Capítulo 277
Edmund notó la inquietud en el rostro pálido de Tara, lo que le hizo sospechar. Después de que un
pensamiento rápido brilló en su mente, maldijo en voz alta: ‘No me digas que Odell Carter se la llevó
de nuevo’. Tara apretó los dientes con fuerza y salió; Edmund fue inmediatamente tras ella. Algo había
estado mal desde el momento en que llegó al restaurante. Sylvia no era bebedora, entonces, ¿cómo
se había emborrachado? También fue una extraña coincidencia que la amiga de Tara la hubiera visto
por casualidad. Preguntó con voz fría: ‘¿Syl está realmente borracha? ¿O le dijiste a alguien que la
drogara? La irritación de Tara le quitó el ánimo para seguir fingiendo. Con una mirada fría en su rostro,
dijo: ‘Si realmente te gusta Sylvia, ¡entonces será mejor que empieces a buscarla!’ Edmund la miró
ferozmente antes de salir corriendo.
El clima se tornó cálido pero la brisa nocturna permaneció fría. Sin embargo, ni siquiera un poco del
viento escalofriante entró en el auto deportivo veloz. Sylvia se retorcía en el asiento del pasajero al
que la habían atado. Se estaba poniendo caliente. Trató de controlar sus movimientos con la cordura
que le quedaba pero sintió como si la estuviera quemando.
Luego se arrancó el suéter de cuello alto. Afortunadamente, todavía tenía una fina capa de ropa
debajo que envolvía perfectamente su busto. Odell frunció el ceño y gritó: ‘¡Ponte la ropa!’ Cuando su
voz se calmó, sonó un fuerte ruido de desgarro. Sylvia se había arrancado con impaciencia la fina
capa de ropa de su pecho, dejando al descubierto una gran parte de su piel, aunque todavía se
quejaba del calor.
La ropa rasgada fue arrojada al asiento trasero.

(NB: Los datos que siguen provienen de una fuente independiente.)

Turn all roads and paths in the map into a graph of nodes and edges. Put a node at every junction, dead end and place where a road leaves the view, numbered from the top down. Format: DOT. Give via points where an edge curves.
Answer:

Las cejas de Odell se fruncieron aún más. Luego bajó rápidamente la ventanilla de su lado,
permitiendo que entrara la brisa fría.
Mientras la brisa fría entraba en el auto y tocaba cada parte del cuerpo expuesto de Sylvia,
rápidamente pegó la cara a la ventana medio baja y disfrutó del viento como si estuviera intoxicada por
drogas.
Los labios de Odell se levantaron en una suave sonrisa, pero también respiró aliviado porque ella
finalmente había dejado de quitarse la ropa.

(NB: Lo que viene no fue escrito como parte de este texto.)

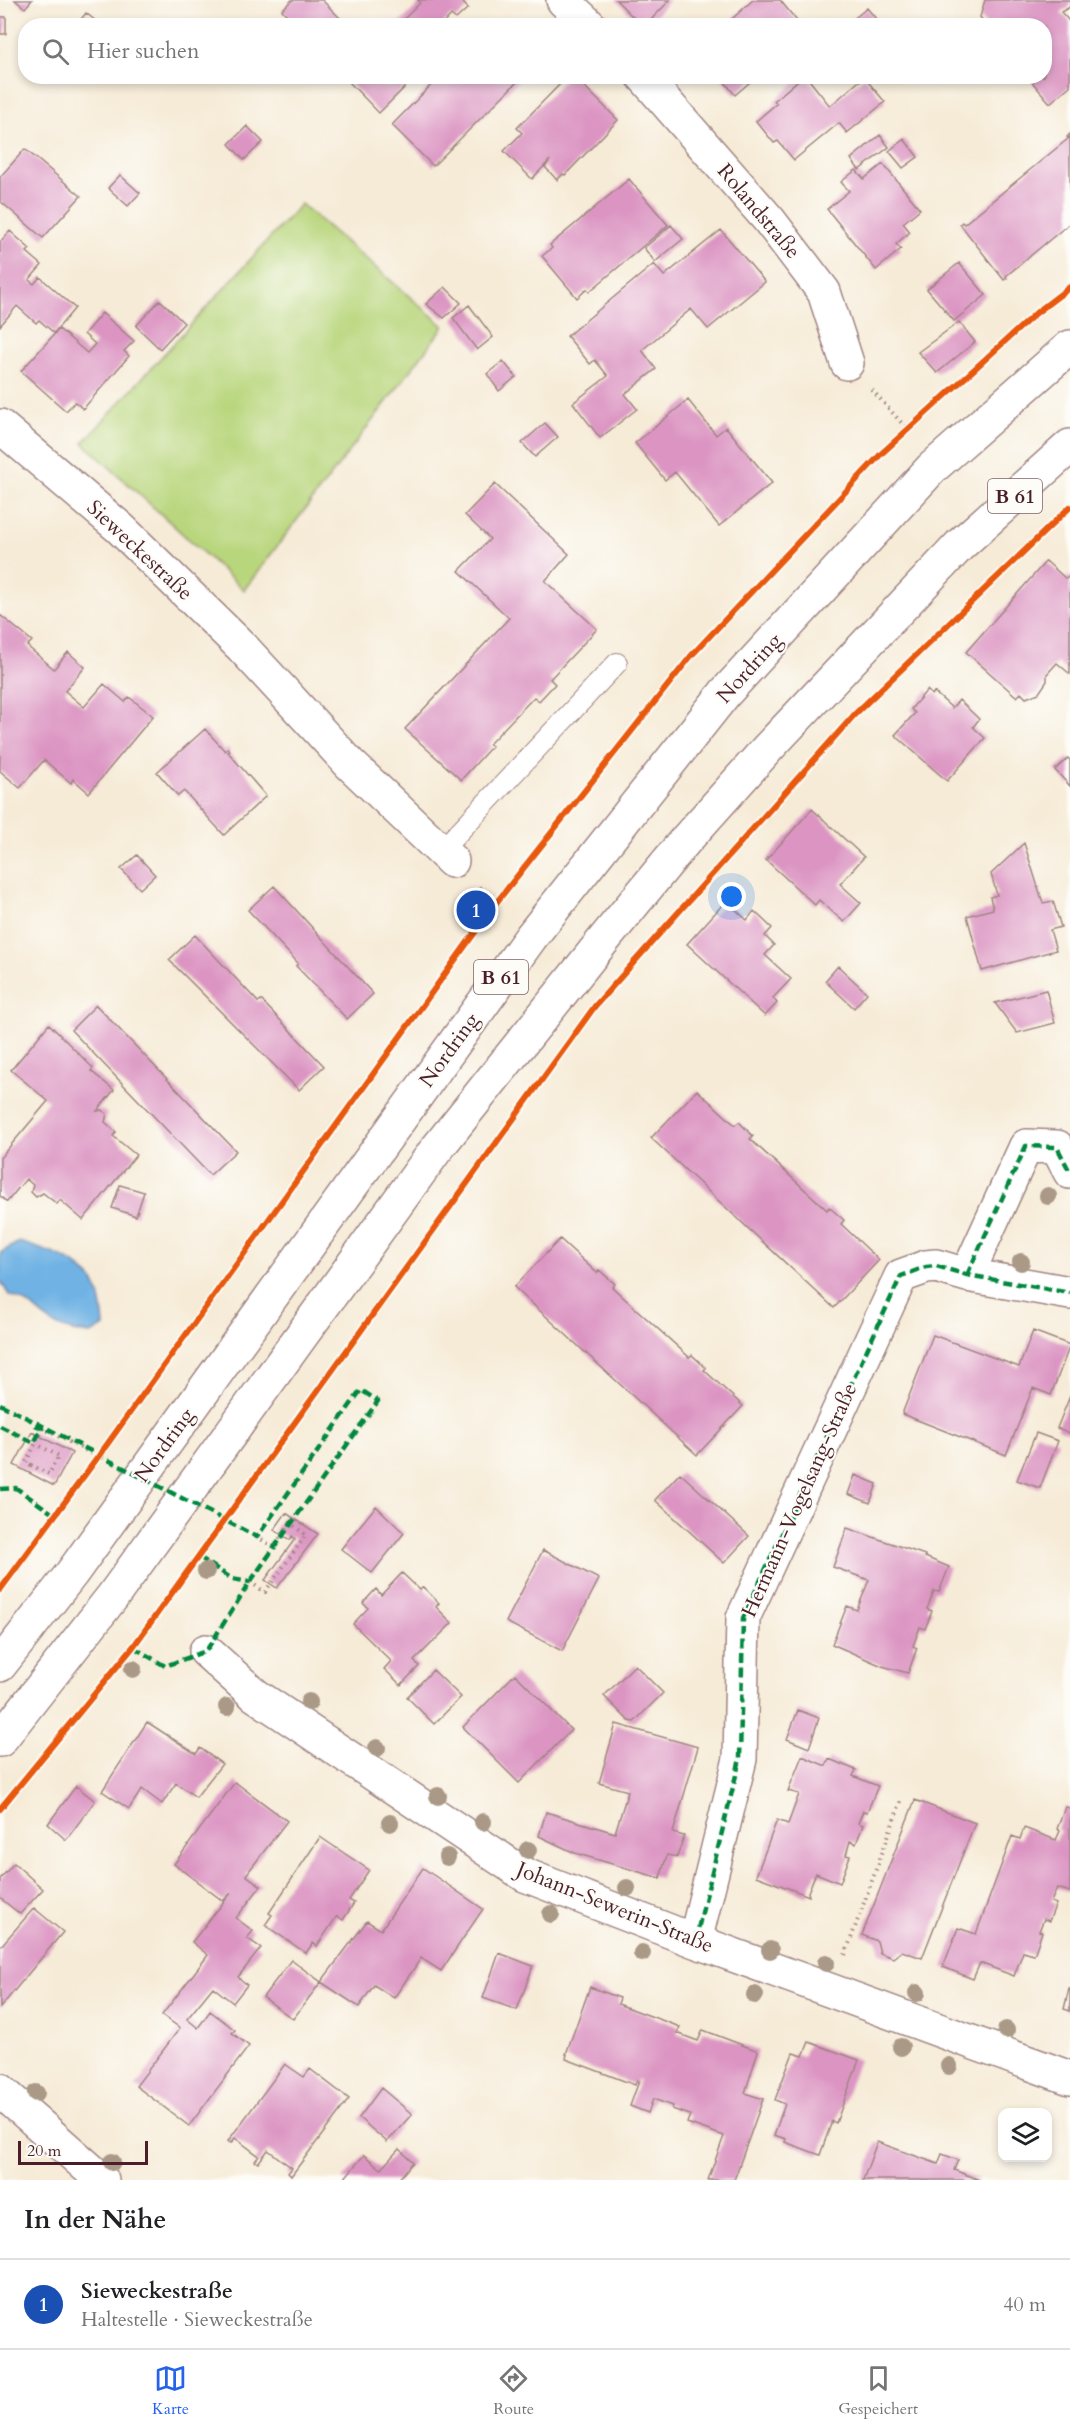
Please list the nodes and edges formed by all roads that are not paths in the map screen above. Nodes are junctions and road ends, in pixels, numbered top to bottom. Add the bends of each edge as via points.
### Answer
1 (563, 0) edge
2 (582, 18) edge
3 (650, 84) edge
4 (1070, 347) edge
5 (847, 363) road end
6 (0, 426) edge
7 (1070, 446) edge
8 (617, 663) dead end
9 (446, 856) joint
10 (1070, 1172) edge
11 (967, 1275) junction
12 (1070, 1293) edge
13 (206, 1651) dead end
14 (0, 1665) edge
15 (0, 1740) edge
16 (694, 1941) junction
17 (1070, 2078) edge
18 (0, 2090) edge
19 (102, 2180) edge

1 - 2 main road
3 - 5 main road, Rolandstraße via 769,220 824,292
4 - 14 main road, Nordring / B 61 via 932,468 725,693 531,936 72,1574
6 - 9 main road, Sieweckestraße via 128,536 242,647 350,764
7 - 15 main road, B 61 via 960,545 684,842 435,1152 113,1596
8 - 9 lane
10 - 11 main road via 1057,1147 1026,1146
11 - 12 main road, Hermann-Vogelsang-Straße
11 - 16 main road, Hermann-Vogelsang-Straße via 936,1266 901,1276 743,1618 740,1759
13 - 16 main road, Johann-Sewerin-Straße via 255,1695 525,1875
16 - 17 main road, Johann-Sewerin-Straße
18 - 19 main road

Un rato después, el auto giró en una calle y se detuvo frente a una mansión vacía.
Odell salió del coche y se acercó al lado del pasajero.

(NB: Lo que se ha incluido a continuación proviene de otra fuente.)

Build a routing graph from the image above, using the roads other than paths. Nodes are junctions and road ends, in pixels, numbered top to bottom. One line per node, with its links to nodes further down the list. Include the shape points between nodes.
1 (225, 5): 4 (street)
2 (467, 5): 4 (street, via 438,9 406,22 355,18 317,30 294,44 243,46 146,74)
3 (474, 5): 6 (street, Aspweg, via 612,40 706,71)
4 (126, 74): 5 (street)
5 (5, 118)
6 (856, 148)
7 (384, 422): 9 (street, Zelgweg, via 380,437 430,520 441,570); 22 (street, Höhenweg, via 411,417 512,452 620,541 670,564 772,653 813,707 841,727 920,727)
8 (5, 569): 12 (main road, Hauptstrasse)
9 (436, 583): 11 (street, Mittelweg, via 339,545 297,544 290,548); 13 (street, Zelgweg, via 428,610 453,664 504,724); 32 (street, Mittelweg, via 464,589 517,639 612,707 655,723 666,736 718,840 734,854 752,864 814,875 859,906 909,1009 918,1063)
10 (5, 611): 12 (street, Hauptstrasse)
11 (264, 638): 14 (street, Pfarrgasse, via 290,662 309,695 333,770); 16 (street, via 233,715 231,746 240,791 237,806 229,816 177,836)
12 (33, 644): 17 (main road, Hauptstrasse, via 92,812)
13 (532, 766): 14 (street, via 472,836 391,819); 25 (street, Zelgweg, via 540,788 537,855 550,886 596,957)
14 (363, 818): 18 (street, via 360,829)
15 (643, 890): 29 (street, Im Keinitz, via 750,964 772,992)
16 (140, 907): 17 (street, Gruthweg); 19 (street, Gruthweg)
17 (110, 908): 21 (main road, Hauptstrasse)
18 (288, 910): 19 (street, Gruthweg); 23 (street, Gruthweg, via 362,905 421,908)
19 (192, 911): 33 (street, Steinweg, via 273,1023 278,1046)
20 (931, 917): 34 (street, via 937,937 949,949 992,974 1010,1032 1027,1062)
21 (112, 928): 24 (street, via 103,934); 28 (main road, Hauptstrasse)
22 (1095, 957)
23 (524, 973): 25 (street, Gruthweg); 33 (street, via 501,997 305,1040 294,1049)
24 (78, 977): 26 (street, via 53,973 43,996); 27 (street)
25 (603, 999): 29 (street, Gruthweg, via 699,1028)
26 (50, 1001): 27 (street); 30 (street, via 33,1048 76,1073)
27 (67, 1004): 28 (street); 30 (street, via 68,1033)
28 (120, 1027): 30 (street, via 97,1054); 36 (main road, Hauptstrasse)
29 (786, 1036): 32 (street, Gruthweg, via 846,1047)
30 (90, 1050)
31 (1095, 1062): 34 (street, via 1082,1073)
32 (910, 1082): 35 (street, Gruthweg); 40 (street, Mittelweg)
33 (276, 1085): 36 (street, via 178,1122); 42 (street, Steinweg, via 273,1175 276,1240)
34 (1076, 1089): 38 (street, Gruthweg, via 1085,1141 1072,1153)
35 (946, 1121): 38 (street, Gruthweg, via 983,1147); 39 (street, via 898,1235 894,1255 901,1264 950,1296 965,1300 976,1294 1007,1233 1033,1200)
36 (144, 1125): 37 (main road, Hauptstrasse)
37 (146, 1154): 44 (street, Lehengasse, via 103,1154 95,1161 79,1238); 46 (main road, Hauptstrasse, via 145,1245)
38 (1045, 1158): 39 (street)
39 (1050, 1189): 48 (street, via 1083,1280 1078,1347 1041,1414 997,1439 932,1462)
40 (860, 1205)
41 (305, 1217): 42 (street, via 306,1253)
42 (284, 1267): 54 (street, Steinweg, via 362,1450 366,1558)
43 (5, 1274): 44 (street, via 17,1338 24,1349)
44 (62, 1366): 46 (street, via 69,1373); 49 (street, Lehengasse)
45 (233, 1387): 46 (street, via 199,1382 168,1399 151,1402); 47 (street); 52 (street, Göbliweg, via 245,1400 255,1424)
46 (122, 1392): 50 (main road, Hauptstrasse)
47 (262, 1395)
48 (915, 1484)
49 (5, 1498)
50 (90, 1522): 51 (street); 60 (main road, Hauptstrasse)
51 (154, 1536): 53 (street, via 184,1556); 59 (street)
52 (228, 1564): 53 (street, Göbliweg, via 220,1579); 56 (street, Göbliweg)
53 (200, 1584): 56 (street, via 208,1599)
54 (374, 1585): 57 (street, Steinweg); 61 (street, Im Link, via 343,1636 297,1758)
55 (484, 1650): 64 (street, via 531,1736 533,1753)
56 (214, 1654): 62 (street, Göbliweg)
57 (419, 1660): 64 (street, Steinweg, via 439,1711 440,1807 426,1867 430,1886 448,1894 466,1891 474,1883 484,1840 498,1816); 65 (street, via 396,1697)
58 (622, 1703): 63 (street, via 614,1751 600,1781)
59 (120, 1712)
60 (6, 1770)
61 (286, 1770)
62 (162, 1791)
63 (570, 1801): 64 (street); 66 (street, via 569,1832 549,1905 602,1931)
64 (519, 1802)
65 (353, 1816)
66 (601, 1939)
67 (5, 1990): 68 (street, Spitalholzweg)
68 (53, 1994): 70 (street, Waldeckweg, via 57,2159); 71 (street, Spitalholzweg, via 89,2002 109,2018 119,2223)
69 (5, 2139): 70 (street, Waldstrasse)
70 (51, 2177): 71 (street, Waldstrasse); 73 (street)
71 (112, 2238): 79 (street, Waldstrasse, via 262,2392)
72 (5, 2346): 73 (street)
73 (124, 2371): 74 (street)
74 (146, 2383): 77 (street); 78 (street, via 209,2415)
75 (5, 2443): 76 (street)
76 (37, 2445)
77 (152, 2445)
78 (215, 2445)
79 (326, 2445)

Abrió la puerta y pasó su brazo alrededor de la cintura de Sylvia para levantarla.
Sylvia reaccionó como un gatito pegajoso mientras enroscaba activamente sus brazos alrededor de su
cuello. Apenas necesitó usar algo de su fuerza para levantarla.
Al mismo tiempo, sonó su teléfono en su bolso. Era una llamada de Edmund.
Los ojos de Odell se volvieron fríos después de una mirada al nombre. Lo rechazó sin pensarlo dos
veces y apagó el teléfono.
Luego, la llevó a la mansión.
Este fue el lugar en el que solían vivir durante los dos años que habían estado casados. El lugar se
limpiaba regularmente, por lo que estaba bastante limpio y organizado. Incluso las sábanas y las
almohadas del dormitorio se cambiaban una vez por semana, dejándolas frescas y limpias.
Después de colocar a Sylvia en la cama, la obligó y comenzó a devastar sus labios. Ella no solo
estaba borracha y él se había estado conteniendo durante todo el viaje hasta este lugar. ¡Tenía que
hacerlo con ella esta noche!
La noche era tan oscura como la tinta, e incluso la luna se escondió tímidamente detrás de los árboles.
Después de una noche sensual, el cielo finalmente se iluminó.
La tierra fue bendecida con luz cuando el sol se elevó en el horizonte.
Dentro de la cálida habitación, Sylvia todavía estaba profundamente dormida en la cama. El hombre a
su lado apoyó la mejilla con la mano mientras miraba profundamente su rostro sonrosado.
Parecía feliz y la sonrisa en su rostro era prueba.